The enzyme-catalysed degradation of starch is central to many industrial processes, including sugar manufacture and first-generation biofuels. Classical biotechnological platforms involve steam explosion of starch followed by the action of endo-acting glycoside hydrolases termed α-amylases and then exo-acting α-glucosidases (glucoamylases) to yield glucose, which is subsequently processed. A key enzymatic player in this pipeline is the `Termamyl' class of bacterial α-amylases and designed/evolved variants thereof. Here, the three-dimensional structure of one such Termamyl α-amylase variant based upon the parent Geobacillus stearothermophilus α-amylase is presented. The structure has been solved at 1.9 Å resolution, revealing the classical three-domain fold stabilized by Ca2+ and a Ca2+-Na+-Ca2+ triad. As expected, the structure is similar to the G. stearothermophilus α-amylase but with main-chain deviations of up to 3 Å in some regions, reflecting both the mutations and differing crystal-packing environments.
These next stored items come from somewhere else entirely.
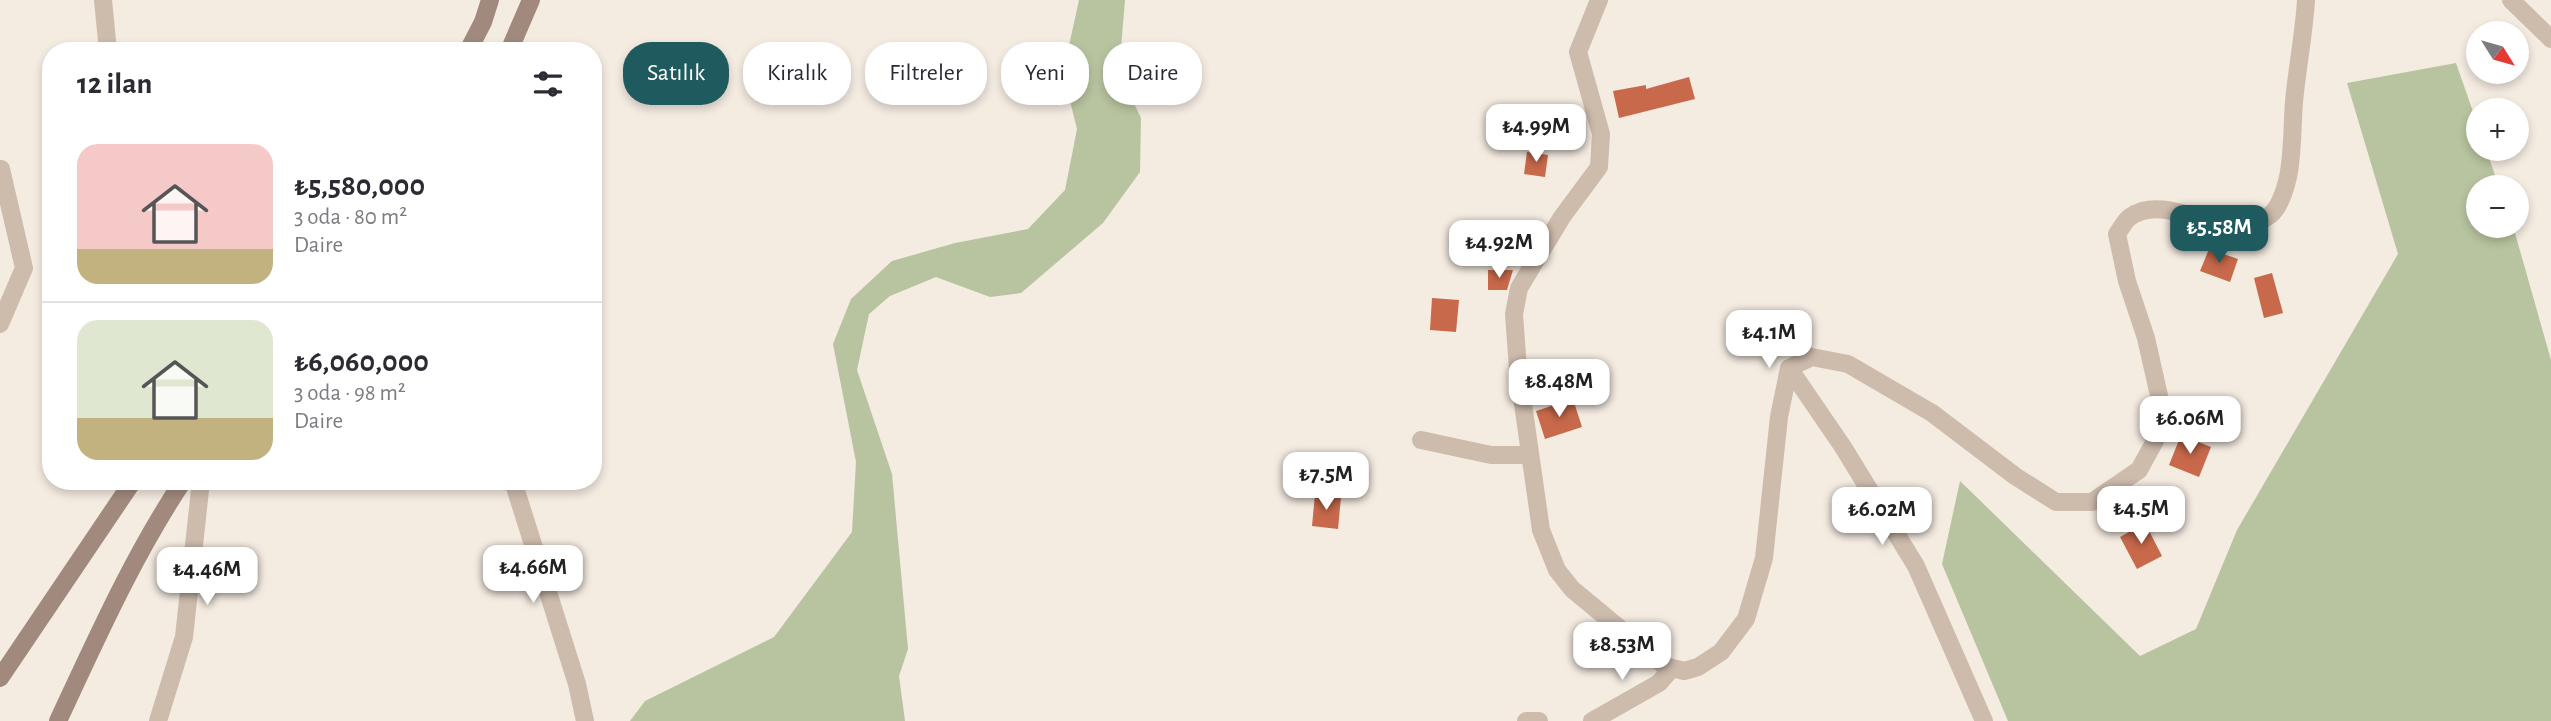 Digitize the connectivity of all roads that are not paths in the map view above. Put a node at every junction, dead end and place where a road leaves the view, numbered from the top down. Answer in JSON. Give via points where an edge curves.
{"nodes":[{"id":1,"x":103,"y":0,"type":"edge"},
{"id":2,"x":490,"y":0,"type":"edge"},
{"id":3,"x":531,"y":0,"type":"edge"},
{"id":4,"x":1600,"y":0,"type":"edge"},
{"id":5,"x":2306,"y":0,"type":"edge"},
{"id":6,"x":2511,"y":0,"type":"edge"},
{"id":7,"x":2551,"y":39,"type":"edge"},
{"id":8,"x":107,"y":42,"type":"edge"},
{"id":9,"x":473,"y":42,"type":"edge"},
{"id":10,"x":513,"y":42,"type":"edge"},
{"id":11,"x":1,"y":169,"type":"edge"},
{"id":12,"x":0,"y":324,"type":"edge"},
{"id":13,"x":1789,"y":368,"type":"junction"},
{"id":14,"x":1421,"y":440,"type":"dead end"},
{"id":15,"x":1529,"y":456,"type":"junction"},
{"id":16,"x":126,"y":490,"type":"edge"},
{"id":17,"x":177,"y":490,"type":"edge"},
{"id":18,"x":200,"y":490,"type":"edge"},
{"id":19,"x":516,"y":490,"type":"edge"},
{"id":20,"x":1672,"y":668,"type":"junction"},
{"id":21,"x":0,"y":678,"type":"edge"},
{"id":22,"x":58,"y":721,"type":"edge"},
{"id":23,"x":158,"y":721,"type":"edge"},
{"id":24,"x":585,"y":721,"type":"edge"},
{"id":25,"x":1526,"y":721,"type":"edge"},
{"id":26,"x":1539,"y":721,"type":"edge"},
{"id":27,"x":1592,"y":721,"type":"edge"},
{"id":28,"x":1984,"y":721,"type":"edge"}],
"edges":[{"from":1,"to":8,"type":"street"},
{"from":2,"to":9,"type":"main road"},
{"from":3,"to":10,"type":"main road"},
{"from":4,"to":15,"type":"street","via":[[1578,52],[1601,134],[1599,167],[1519,288],[1514,314]]},
{"from":5,"to":13,"type":"street","via":[[2289,175],[2270,215],[2227,226],[2186,212],[2150,209],[2130,217],[2117,234],[2160,400],[2155,441],[2139,470],[2092,502],[2056,502],[1932,413],[1847,364],[1812,357]]},
{"from":6,"to":7,"type":"street"},
{"from":11,"to":12,"type":"street","via":[[24,268]]},
{"from":13,"to":20,"type":"street","via":[[1779,417],[1764,558],[1746,619],[1721,652],[1698,667]]},
{"from":13,"to":28,"type":"street","via":[[1916,566]]},
{"from":14,"to":15,"type":"street","via":[[1492,455]]},
{"from":15,"to":20,"type":"street","via":[[1541,530],[1557,570],[1572,589]]},
{"from":16,"to":21,"type":"main road"},
{"from":17,"to":22,"type":"main road"},
{"from":18,"to":23,"type":"street","via":[[184,636]]},
{"from":19,"to":24,"type":"street"},
{"from":20,"to":27,"type":"street","via":[[1660,683]]},
{"from":25,"to":26,"type":"street"}]}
酶催化的淀粉降解对于许多工业过程至关重要,包括制糖和第一代生物燃料。传统生物技术平台包括淀粉的蒸汽爆破,随后是内切糖苷水解酶(称为α-淀粉酶)的作用,然后是外切α-葡萄糖苷酶(糖化酶)的作用以产生葡萄糖,随后对其进行加工。该流程中的一个关键酶是细菌α-淀粉酶的“嗜热栖热放线菌淀粉酶(Termamyl)”类别及其设计/进化变体。在此,展示了一种基于亲本嗜热栖热放线菌α-淀粉酶的此类嗜热栖热放线菌淀粉酶变体的三维结构。该结构已在1.9 Å分辨率下解析,揭示了由Ca2+和Ca2+-Na+-Ca2+三联体稳定的经典三结构域折叠。正如预期的那样,该结构与嗜热栖热放线菌α-淀粉酶相似,但在某些区域主链偏差高达3 Å,这反映了突变和不同的晶体堆积环境。